Handing over the reins requires that the client has enough self knowledge to be able to create realistic outcome-focused SLAs, not to mention a deep level of trust in its vendor. While Gartner has noted that providers are moving toward output-based pricing models where services support a process with measurable outcomes, buyers for the most part still seek out the safety of traditional outsourcing models. Only more mature clients are beginning to link outsourcing outcomes to business objectives, says Gartner, which "typically involves an evolved pricing model developed after relationships and trust have been established."
Providers may resist business outcome-focused contracts because of the risk they represent. Although moving away from input-based pricing enables vendors to deliver IT services as they see fit, "the vendor assumes much more risk for the relative freedom of choice [it gets] regarding the means for implementation," says Strichman. Indeed, the higher up the outcome on the business value chain, the more risk the provider assumes.
One Vendor's Approach
Symphony Services, a provider of offshore IT services in India and China, has been touting its "outcome certainty" pricing model for software engineering. "It commits us to meeting mutually agreed upon goals," says Neil Fox, Symphony Services' vice president of strategic consulting. "If we don't meet them, clients pay reduced costs for our services."

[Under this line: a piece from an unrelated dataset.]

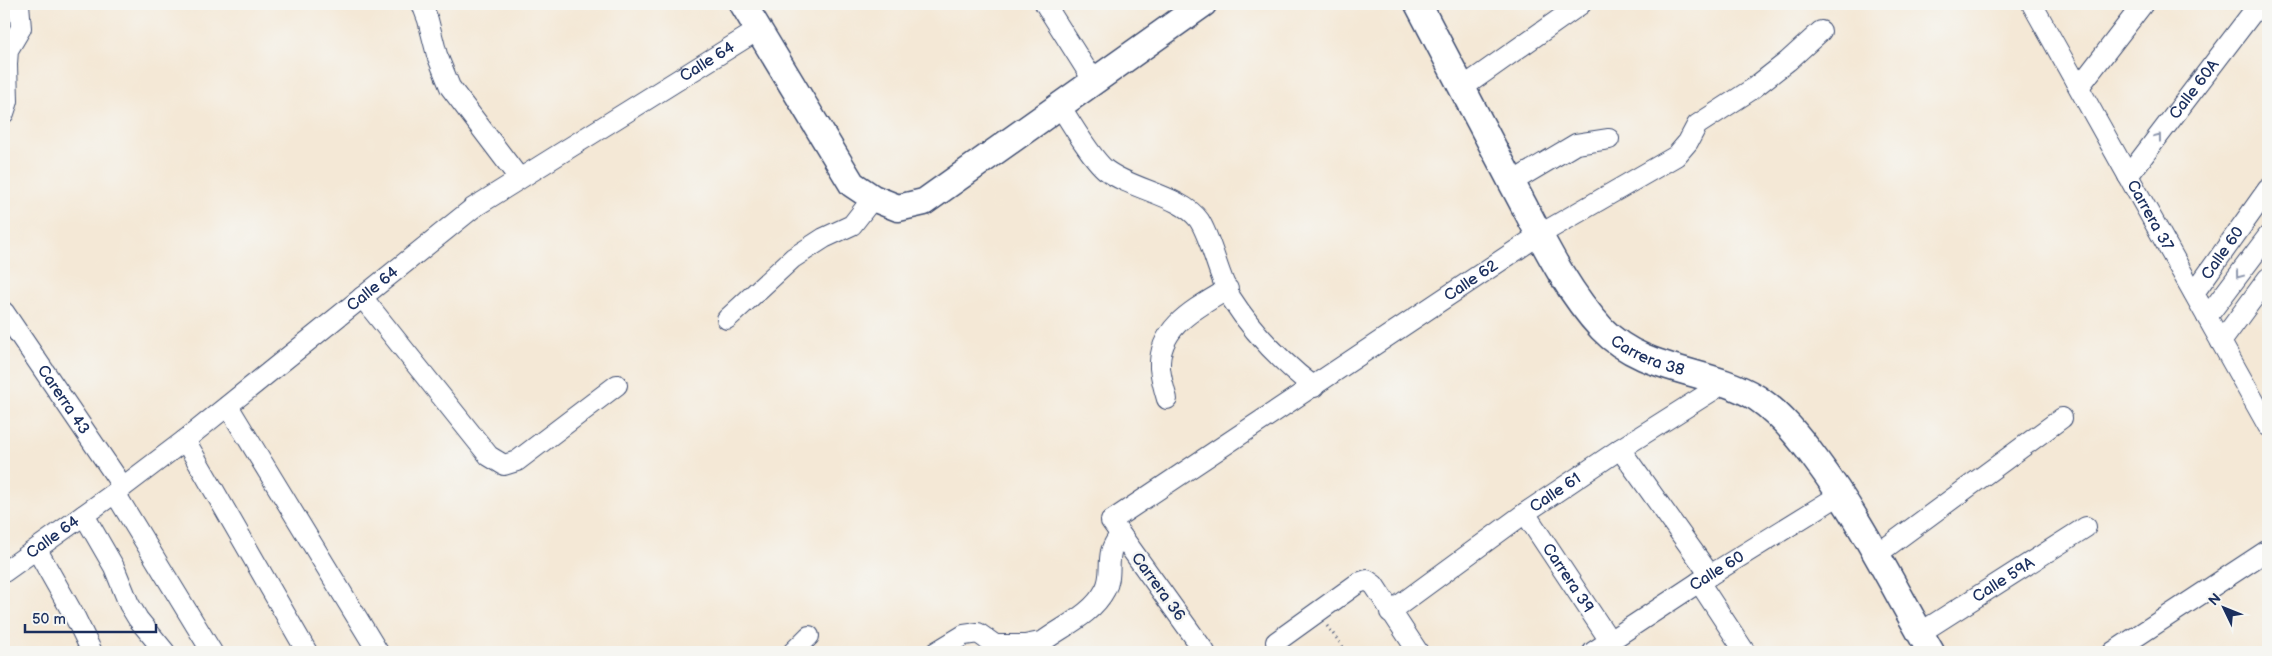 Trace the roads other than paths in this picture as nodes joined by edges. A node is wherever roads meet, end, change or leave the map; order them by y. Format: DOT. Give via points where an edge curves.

The trick to outcome-based outsourcing, says Fox, is "linking contractually guaranteed work by the vendor to measurable client business outcomes, such as improving product line revenue, raising customer satisfaction, increasing product innovations or reducing time to market."
For customers who want to align vendor goals with business goals, outcome-based pricing can be the differentiator, says Fox. But not everyone is into the idea. "Some clients opt out of our outcome certainty-based contracts because they want the most simplified approach to managing their outsourcing partner," says Fox. Those customers sign more traditional fixed cost or time and materials contracts.
Some customers shied away from the strategically focused outcome-based approach to sourcing during the recession when all eyes were on cost cutting, according to Forrester Research principal analyst Bill Martorelli. Just 24 percent of outsourcing customers said increasing their use of output-based pricing was a high or critical priority, according to a Forrester survey conducted during the second quarter of this year. Nearly one quarter (24 percent) said it was a low priority, while 37 percent reported that it was not on the agenda. But Martorelli predicts outsourcing customers' interest in outcome-based outsourcing will increase as the economy stabilises.